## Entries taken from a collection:
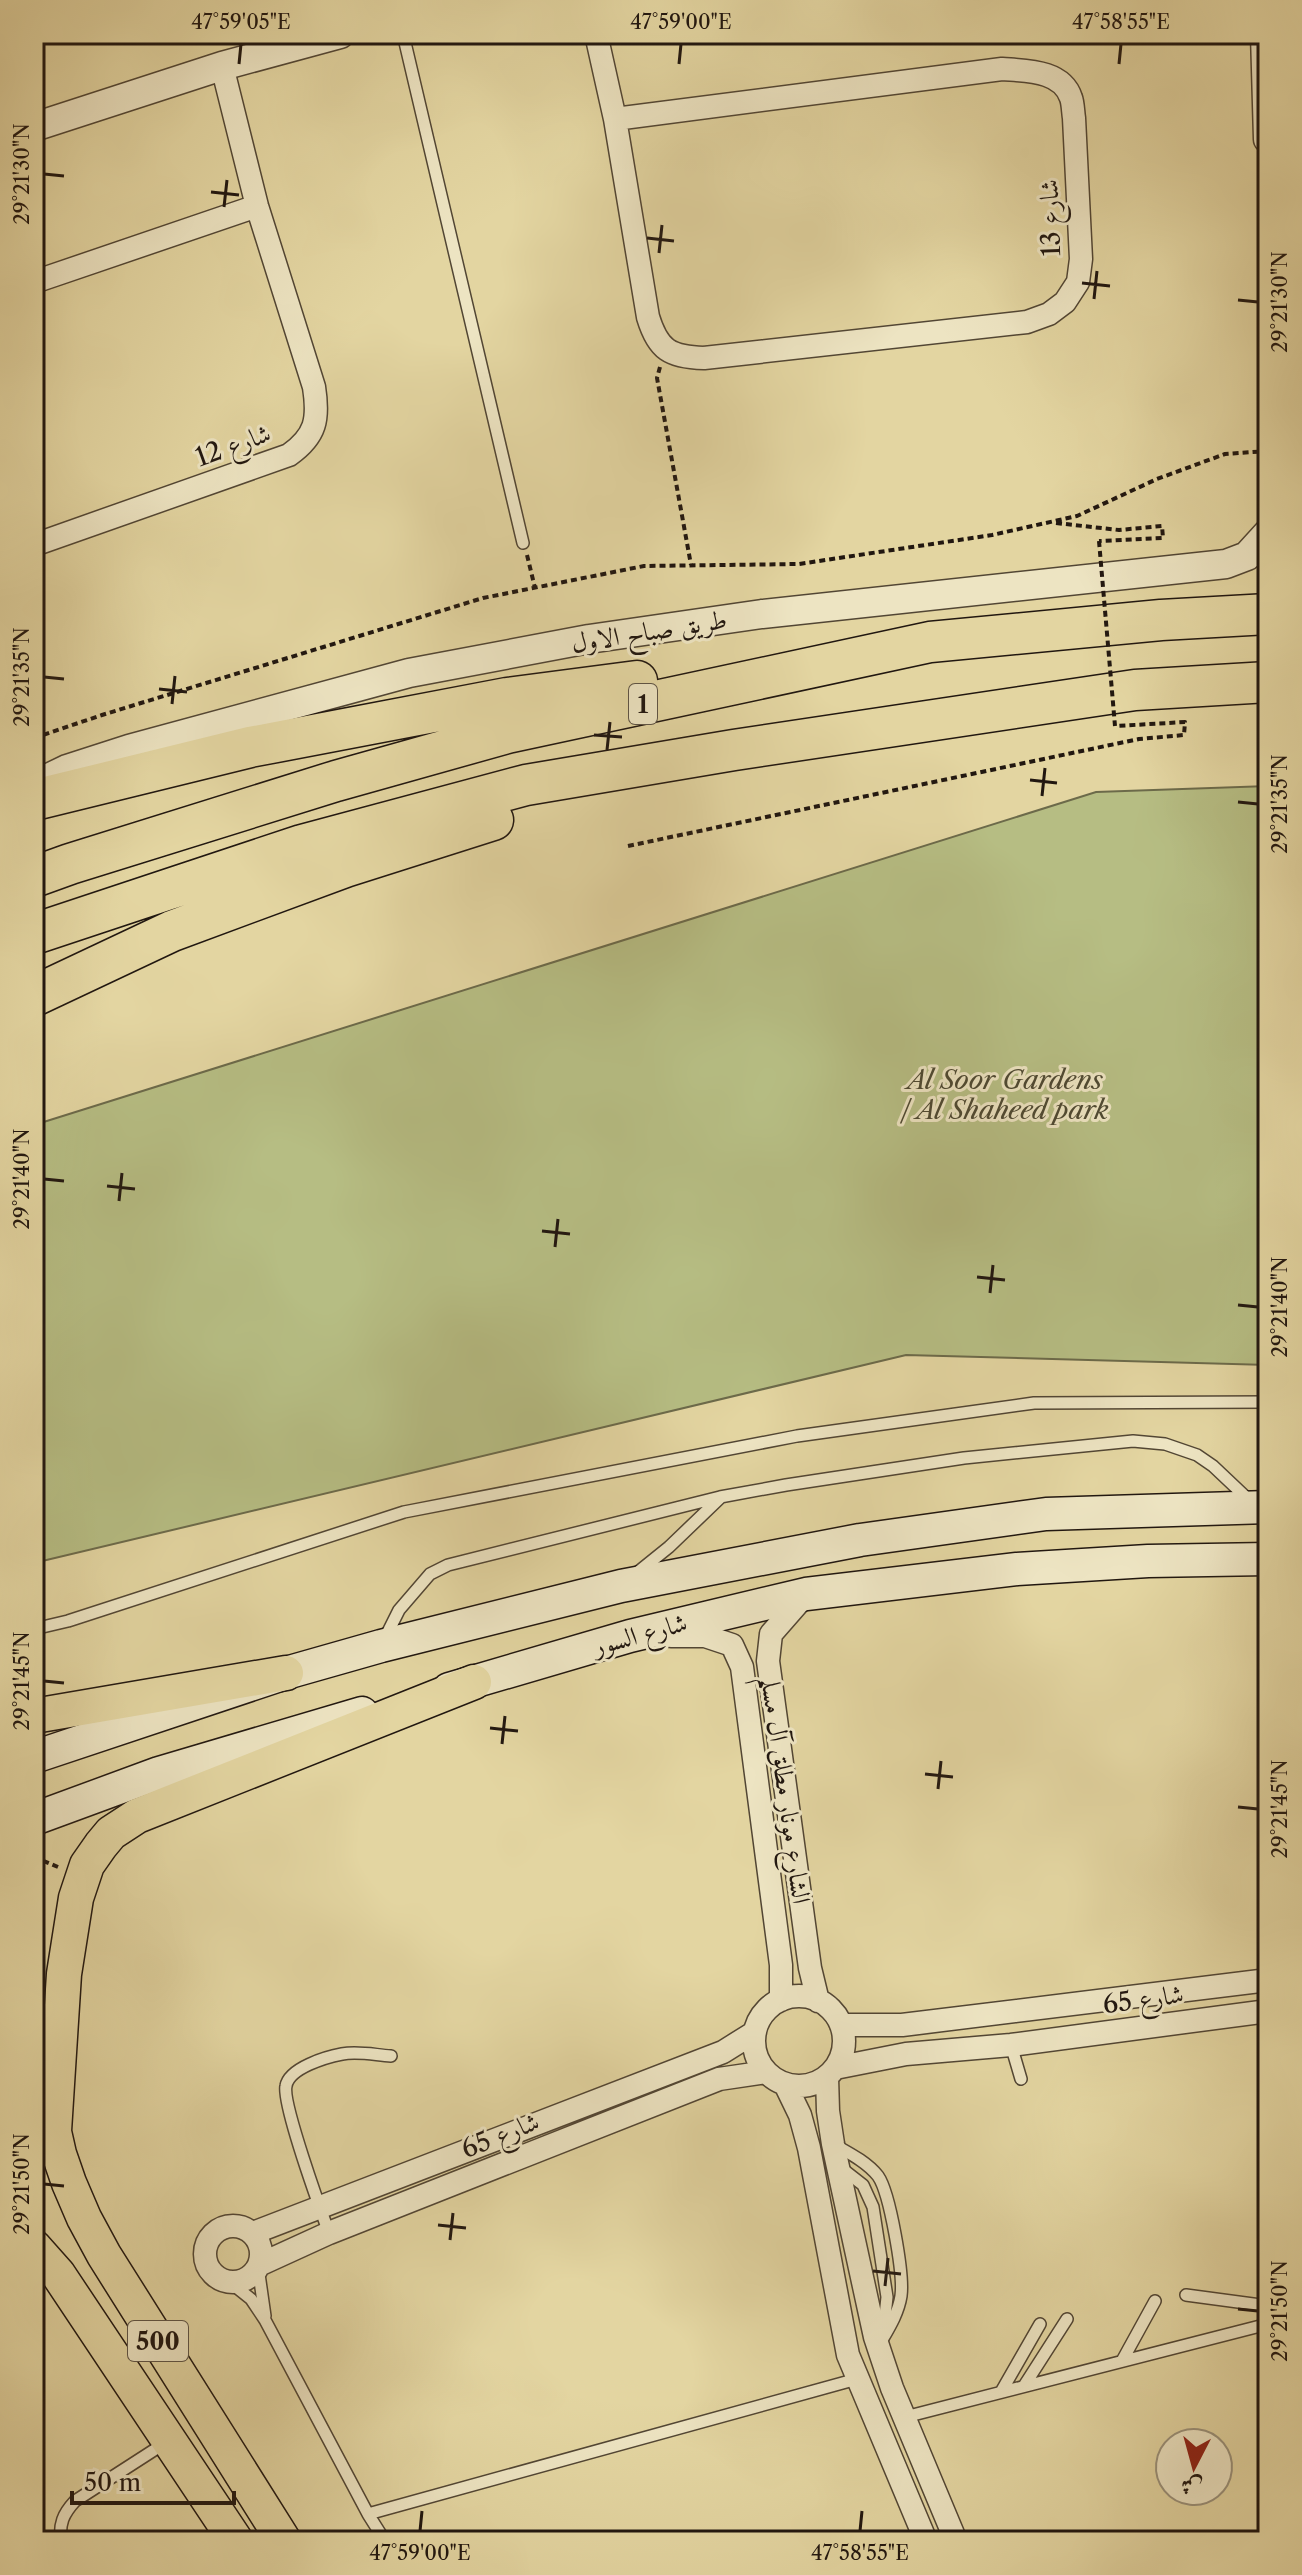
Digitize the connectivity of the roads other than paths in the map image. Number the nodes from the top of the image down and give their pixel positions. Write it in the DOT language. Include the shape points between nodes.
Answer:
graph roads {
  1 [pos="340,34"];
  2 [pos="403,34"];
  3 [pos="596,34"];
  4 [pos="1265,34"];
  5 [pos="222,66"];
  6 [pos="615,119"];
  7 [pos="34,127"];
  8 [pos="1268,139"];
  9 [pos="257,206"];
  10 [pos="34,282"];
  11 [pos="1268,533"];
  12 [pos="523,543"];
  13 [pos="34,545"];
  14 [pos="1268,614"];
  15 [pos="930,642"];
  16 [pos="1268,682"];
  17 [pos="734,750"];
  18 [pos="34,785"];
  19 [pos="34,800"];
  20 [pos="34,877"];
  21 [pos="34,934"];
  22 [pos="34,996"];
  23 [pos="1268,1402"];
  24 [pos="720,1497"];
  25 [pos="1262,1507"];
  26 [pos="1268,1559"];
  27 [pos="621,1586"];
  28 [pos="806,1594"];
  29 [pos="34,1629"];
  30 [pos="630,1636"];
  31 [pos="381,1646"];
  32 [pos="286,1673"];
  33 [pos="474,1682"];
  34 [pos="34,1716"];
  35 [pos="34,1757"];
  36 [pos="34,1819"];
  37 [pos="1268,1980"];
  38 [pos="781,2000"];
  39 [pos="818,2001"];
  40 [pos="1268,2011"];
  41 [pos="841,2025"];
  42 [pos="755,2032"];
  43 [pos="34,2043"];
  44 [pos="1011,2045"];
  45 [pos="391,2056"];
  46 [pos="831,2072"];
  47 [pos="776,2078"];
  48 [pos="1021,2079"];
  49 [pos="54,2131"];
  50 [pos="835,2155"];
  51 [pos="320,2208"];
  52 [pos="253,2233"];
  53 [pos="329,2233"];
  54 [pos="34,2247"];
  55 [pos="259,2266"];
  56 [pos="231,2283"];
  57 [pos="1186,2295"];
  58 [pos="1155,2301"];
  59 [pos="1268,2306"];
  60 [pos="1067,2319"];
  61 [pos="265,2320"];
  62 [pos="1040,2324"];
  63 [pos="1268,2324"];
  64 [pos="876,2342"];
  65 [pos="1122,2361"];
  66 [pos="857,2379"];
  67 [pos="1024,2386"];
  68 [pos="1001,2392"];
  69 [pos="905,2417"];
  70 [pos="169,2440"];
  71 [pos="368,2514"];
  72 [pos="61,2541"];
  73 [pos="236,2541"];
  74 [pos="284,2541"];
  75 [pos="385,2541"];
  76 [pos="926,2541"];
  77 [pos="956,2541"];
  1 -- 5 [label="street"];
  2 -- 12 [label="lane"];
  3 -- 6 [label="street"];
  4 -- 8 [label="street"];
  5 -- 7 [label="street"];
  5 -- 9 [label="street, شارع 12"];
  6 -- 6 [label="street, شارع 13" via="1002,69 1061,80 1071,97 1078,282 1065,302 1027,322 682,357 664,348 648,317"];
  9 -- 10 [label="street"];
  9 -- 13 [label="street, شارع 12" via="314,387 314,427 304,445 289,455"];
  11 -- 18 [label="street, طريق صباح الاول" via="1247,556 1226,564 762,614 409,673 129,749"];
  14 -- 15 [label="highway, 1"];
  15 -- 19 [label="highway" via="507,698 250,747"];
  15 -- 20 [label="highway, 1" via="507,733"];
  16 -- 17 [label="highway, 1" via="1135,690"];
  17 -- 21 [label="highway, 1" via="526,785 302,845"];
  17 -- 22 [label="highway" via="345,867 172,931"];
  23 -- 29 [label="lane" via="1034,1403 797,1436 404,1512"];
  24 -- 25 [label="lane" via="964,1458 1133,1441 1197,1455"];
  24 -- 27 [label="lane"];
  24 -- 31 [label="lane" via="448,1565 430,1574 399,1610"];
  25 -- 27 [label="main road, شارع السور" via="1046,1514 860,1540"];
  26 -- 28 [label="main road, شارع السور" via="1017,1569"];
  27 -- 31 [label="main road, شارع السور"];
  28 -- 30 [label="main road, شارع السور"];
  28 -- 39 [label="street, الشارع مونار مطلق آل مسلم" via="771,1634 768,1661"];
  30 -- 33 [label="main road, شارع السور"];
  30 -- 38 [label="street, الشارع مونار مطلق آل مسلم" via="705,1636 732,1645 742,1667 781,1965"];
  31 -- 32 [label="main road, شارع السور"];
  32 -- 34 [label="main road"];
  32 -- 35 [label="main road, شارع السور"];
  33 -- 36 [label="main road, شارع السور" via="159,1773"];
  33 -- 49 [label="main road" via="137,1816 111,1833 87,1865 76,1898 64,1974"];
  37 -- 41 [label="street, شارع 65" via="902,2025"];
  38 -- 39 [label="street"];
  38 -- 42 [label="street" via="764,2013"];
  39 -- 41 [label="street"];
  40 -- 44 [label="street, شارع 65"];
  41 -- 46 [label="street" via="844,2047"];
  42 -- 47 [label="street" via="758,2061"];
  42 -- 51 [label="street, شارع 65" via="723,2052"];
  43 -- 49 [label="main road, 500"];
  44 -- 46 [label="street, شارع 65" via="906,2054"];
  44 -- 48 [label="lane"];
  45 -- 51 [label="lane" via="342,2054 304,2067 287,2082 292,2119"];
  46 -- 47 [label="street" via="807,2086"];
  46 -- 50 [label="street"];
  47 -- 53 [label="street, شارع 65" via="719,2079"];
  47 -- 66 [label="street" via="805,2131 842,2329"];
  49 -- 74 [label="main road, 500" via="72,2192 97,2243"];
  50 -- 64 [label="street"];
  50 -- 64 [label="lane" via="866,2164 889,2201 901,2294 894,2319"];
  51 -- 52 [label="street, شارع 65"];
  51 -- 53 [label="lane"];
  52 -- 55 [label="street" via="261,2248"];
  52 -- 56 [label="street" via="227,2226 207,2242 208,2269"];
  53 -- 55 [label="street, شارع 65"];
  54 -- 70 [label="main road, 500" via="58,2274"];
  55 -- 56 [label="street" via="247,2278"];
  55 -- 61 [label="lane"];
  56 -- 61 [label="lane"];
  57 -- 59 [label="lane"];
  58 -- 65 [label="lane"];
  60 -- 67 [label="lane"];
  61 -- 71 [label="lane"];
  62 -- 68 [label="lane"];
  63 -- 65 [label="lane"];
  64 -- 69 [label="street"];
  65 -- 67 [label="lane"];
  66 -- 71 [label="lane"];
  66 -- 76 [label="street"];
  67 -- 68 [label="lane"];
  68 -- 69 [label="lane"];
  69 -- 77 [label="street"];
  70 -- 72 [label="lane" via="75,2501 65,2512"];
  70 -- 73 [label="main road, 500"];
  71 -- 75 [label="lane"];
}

## Your instructions:
Each line in the data that holds the string "مونار" needs to be copied.

## Completed task:
  28 -- 39 [label="street, الشارع مونار مطلق آل مسلم" via="771,1634 768,1661"];
  30 -- 38 [label="street, الشارع مونار مطلق آل مسلم" via="705,1636 732,1645 742,1667 781,1965"];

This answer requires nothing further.